A short glimpse into their names is enough to state that it is unclear where bodies tasked with cyber missions are in fact located. It is difficult to answer whether it is a military body or just an armed branch of intelligence services. This is the result of the complications that cyberspace activities face in terms of national and international law. The 800-page Tallinn Manual 2.0 is by far the most complex study into the topic yet it has not offered clear-cut answers to an array of important questions. “Cyber warfare,” a term often used in media outlets, does not overlap with the formal approach to the phenomenon. For years, and even now, these are solely secret services whose officers are entitled to perform some missions. Most state bodies have their roots in services or adhere to them after some time –– like was the case of the United States Cyber Command before it split from the National Security Agency. Certainly cybersecurity is the topic that is flourishing within military structures, with new special units, branches, and types of armed forces being brought to life.

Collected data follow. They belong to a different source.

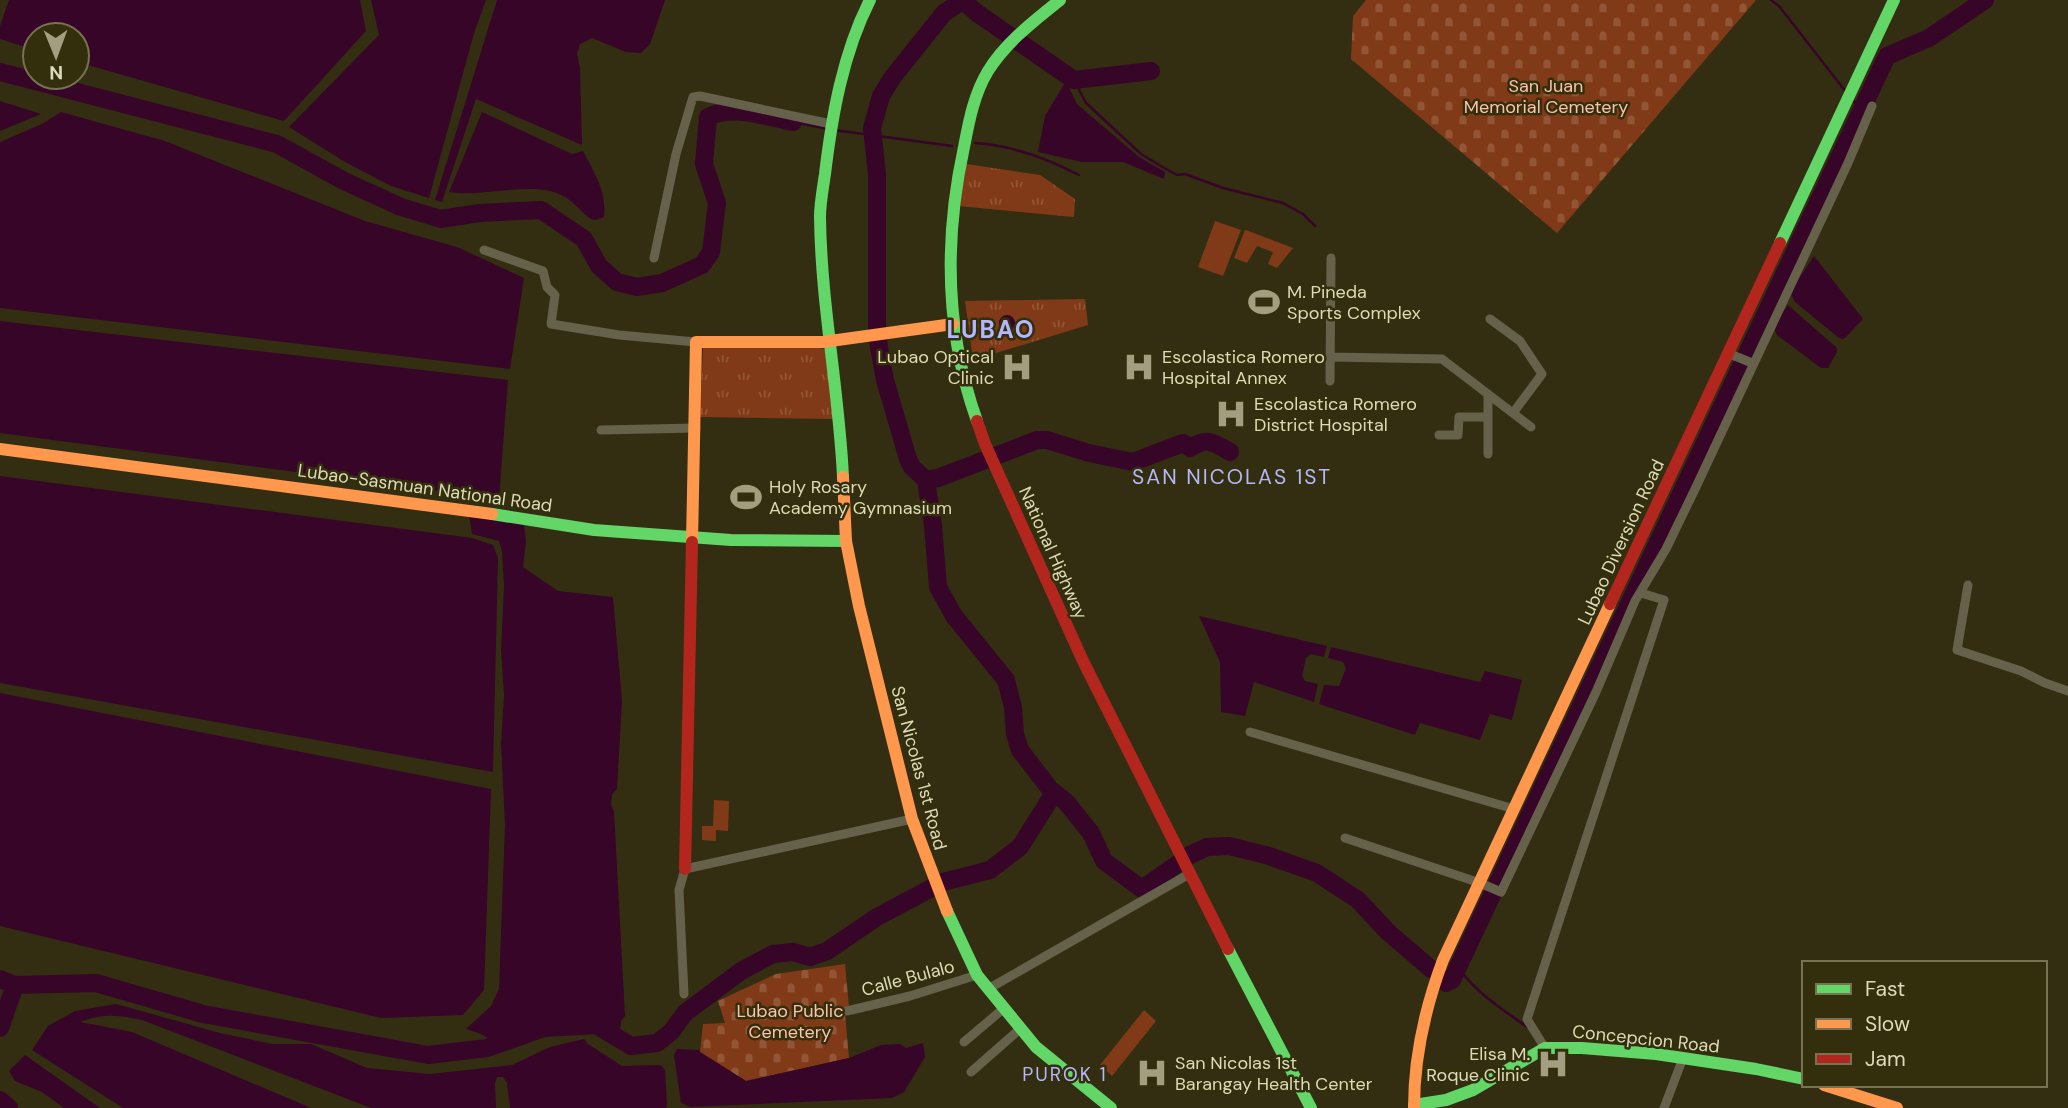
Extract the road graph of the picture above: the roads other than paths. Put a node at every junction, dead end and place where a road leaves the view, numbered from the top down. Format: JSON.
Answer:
{"nodes":[{"id":1,"x":870,"y":0,"type":"edge"},
{"id":2,"x":1060,"y":0,"type":"edge"},
{"id":3,"x":1895,"y":0,"type":"edge"},
{"id":4,"x":1871,"y":106,"type":"dead end"},
{"id":5,"x":830,"y":129,"type":"junction"},
{"id":6,"x":484,"y":250,"type":"dead end"},
{"id":7,"x":654,"y":258,"type":"dead end"},
{"id":8,"x":1331,"y":258,"type":"dead end"},
{"id":9,"x":1490,"y":319,"type":"dead end"},
{"id":10,"x":953,"y":324,"type":"junction"},
{"id":11,"x":831,"y":340,"type":"junction"},
{"id":12,"x":696,"y":342,"type":"junction"},
{"id":13,"x":1732,"y":355,"type":"junction"},
{"id":14,"x":1329,"y":358,"type":"junction"},
{"id":15,"x":1751,"y":363,"type":"junction"},
{"id":16,"x":1330,"y":381,"type":"dead end"},
{"id":17,"x":1488,"y":394,"type":"junction"},
{"id":18,"x":1513,"y":413,"type":"junction"},
{"id":19,"x":1488,"y":417,"type":"junction"},
{"id":20,"x":1531,"y":426,"type":"dead end"},
{"id":21,"x":696,"y":428,"type":"junction"},
{"id":22,"x":601,"y":430,"type":"dead end"},
{"id":23,"x":1438,"y":435,"type":"dead end"},
{"id":24,"x":0,"y":449,"type":"edge"},
{"id":25,"x":1488,"y":454,"type":"dead end"},
{"id":26,"x":691,"y":538,"type":"junction"},
{"id":27,"x":846,"y":541,"type":"junction"},
{"id":28,"x":1968,"y":585,"type":"dead end"},
{"id":29,"x":1641,"y":593,"type":"junction"},
{"id":30,"x":2068,"y":691,"type":"edge"},
{"id":31,"x":1250,"y":732,"type":"dead end"},
{"id":32,"x":1514,"y":808,"type":"junction"},
{"id":33,"x":912,"y":819,"type":"junction"},
{"id":34,"x":1345,"y":838,"type":"dead end"},
{"id":35,"x":685,"y":869,"type":"junction"},
{"id":36,"x":1190,"y":871,"type":"junction"},
{"id":37,"x":1482,"y":883,"type":"junction"},
{"id":38,"x":977,"y":975,"type":"junction"},
{"id":39,"x":988,"y":989,"type":"junction"},
{"id":40,"x":684,"y":994,"type":"dead end"},
{"id":41,"x":1003,"y":1009,"type":"junction"},
{"id":42,"x":847,"y":1011,"type":"dead end"},
{"id":43,"x":1020,"y":1028,"type":"junction"},
{"id":44,"x":964,"y":1042,"type":"dead end"},
{"id":45,"x":1545,"y":1048,"type":"junction"},
{"id":46,"x":1683,"y":1058,"type":"junction"},
{"id":47,"x":971,"y":1072,"type":"dead end"},
{"id":48,"x":1802,"y":1079,"type":"edge"},
{"id":49,"x":1830,"y":1087,"type":"edge"},
{"id":50,"x":1414,"y":1106,"type":"edge"},
{"id":51,"x":1111,"y":1108,"type":"edge"},
{"id":52,"x":1311,"y":1108,"type":"edge"},
{"id":53,"x":1664,"y":1108,"type":"edge"},
{"id":54,"x":1897,"y":1108,"type":"edge"}],
"edges":[{"from":1,"to":5,"type":"street","name":"San Nicolas 1st Road"},
{"from":2,"to":10,"type":"street","name":"National Highway"},
{"from":3,"to":13,"type":"street","name":"Lubao Diversion Road"},
{"from":4,"to":15,"type":"street"},
{"from":5,"to":7,"type":"street"},
{"from":5,"to":11,"type":"street","name":"San Nicolas 1st Road"},
{"from":6,"to":12,"type":"street"},
{"from":8,"to":14,"type":"street"},
{"from":9,"to":18,"type":"street"},
{"from":10,"to":11,"type":"street"},
{"from":10,"to":36,"type":"street","name":"National Highway"},
{"from":11,"to":12,"type":"street"},
{"from":11,"to":27,"type":"street","name":"San Nicolas 1st Road"},
{"from":12,"to":21,"type":"street"},
{"from":13,"to":15,"type":"street"},
{"from":13,"to":32,"type":"street","name":"Lubao Diversion Road"},
{"from":14,"to":16,"type":"street"},
{"from":14,"to":17,"type":"street"},
{"from":15,"to":29,"type":"street"},
{"from":17,"to":18,"type":"street"},
{"from":17,"to":19,"type":"street"},
{"from":18,"to":20,"type":"street"},
{"from":19,"to":23,"type":"street"},
{"from":19,"to":25,"type":"street"},
{"from":21,"to":22,"type":"street"},
{"from":21,"to":26,"type":"street"},
{"from":24,"to":26,"type":"street","name":"Lubao-Sasmuan National Road"},
{"from":26,"to":27,"type":"street","name":"Lubao-Sasmuan National Road"},
{"from":26,"to":35,"type":"street"},
{"from":27,"to":33,"type":"street","name":"San Nicolas 1st Road"},
{"from":28,"to":30,"type":"street"},
{"from":29,"to":37,"type":"street"},
{"from":29,"to":45,"type":"street"},
{"from":31,"to":32,"type":"street"},
{"from":32,"to":37,"type":"street","name":"Lubao Diversion Road"},
{"from":33,"to":35,"type":"street"},
{"from":33,"to":38,"type":"street","name":"San Nicolas 1st Road"},
{"from":34,"to":37,"type":"street"},
{"from":35,"to":40,"type":"street"},
{"from":36,"to":39,"type":"street"},
{"from":36,"to":52,"type":"street","name":"National Highway"},
{"from":37,"to":50,"type":"street","name":"Lubao Diversion Road"},
{"from":38,"to":39,"type":"street","name":"San Nicolas 1st Road"},
{"from":38,"to":42,"type":"street","name":"Calle Bulalo"},
{"from":39,"to":41,"type":"street","name":"San Nicolas 1st Road"},
{"from":41,"to":43,"type":"street","name":"San Nicolas 1st Road"},
{"from":41,"to":44,"type":"street"},
{"from":43,"to":47,"type":"street"},
{"from":43,"to":51,"type":"street","name":"San Nicolas 1st Road"},
{"from":45,"to":46,"type":"street","name":"Concepcion Road"},
{"from":45,"to":50,"type":"street"},
{"from":46,"to":48,"type":"street","name":"Concepcion Road"},
{"from":46,"to":53,"type":"street"},
{"from":49,"to":54,"type":"street"}]}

In Poland, this all happens in a nutshell. Poland’s governmental Computer Emergency Response Team, or CERT, has for years conducted its mission as an affiliate of the Internal Security Agency. An officer of the country’s Military Counterintelligence Service was appointed head of the National Centre for Cyberspace Security (NCBC), Poland’s most important cybersecurity structure in the Polish Armed Forces whilst the head of the Military Counterintelligence Service now serves as the plenipotentiary for cybersecurity in the Ministry of National Defense.


Cyberspace has undoubtedly become an arena of constant international skirmishes, and possibly also the most intense amongst the world’s biggest powers. As countries have easiness to deny their feats under what is known as attribution effect, or the tendency to take formal responsibility for one’s deeds, they are likely to push boundaries much further. Yet as time went by, many no longer worry that in practice, it is more likely to identify attackers yet with no legal evidence involved. They can still deny any feats. Yet the question of whether activities should incessantly escalate any further should have a negative answer. The risk of retaliatory steps is higher than ever before. In 2016, shortly before the presidential runoff, the U.S. made the whole thing clear: Washington will reply to any cyber attack against the country’s polling process with a tit-for-tat measure against critical infrastructure, with these words being addressed directly to the Kremlin. Efforts to link critical infrastructure to core spheres like finance, media outlets, or transportation to the risk of them being targeted diminish the appetite for careless cyberspace activities. How the risk will balance is not yet clear. Yet the destructive power throughout cyberspace will only grow bigger, and so will its role while considering feasible outcomes of conflicts worldwide.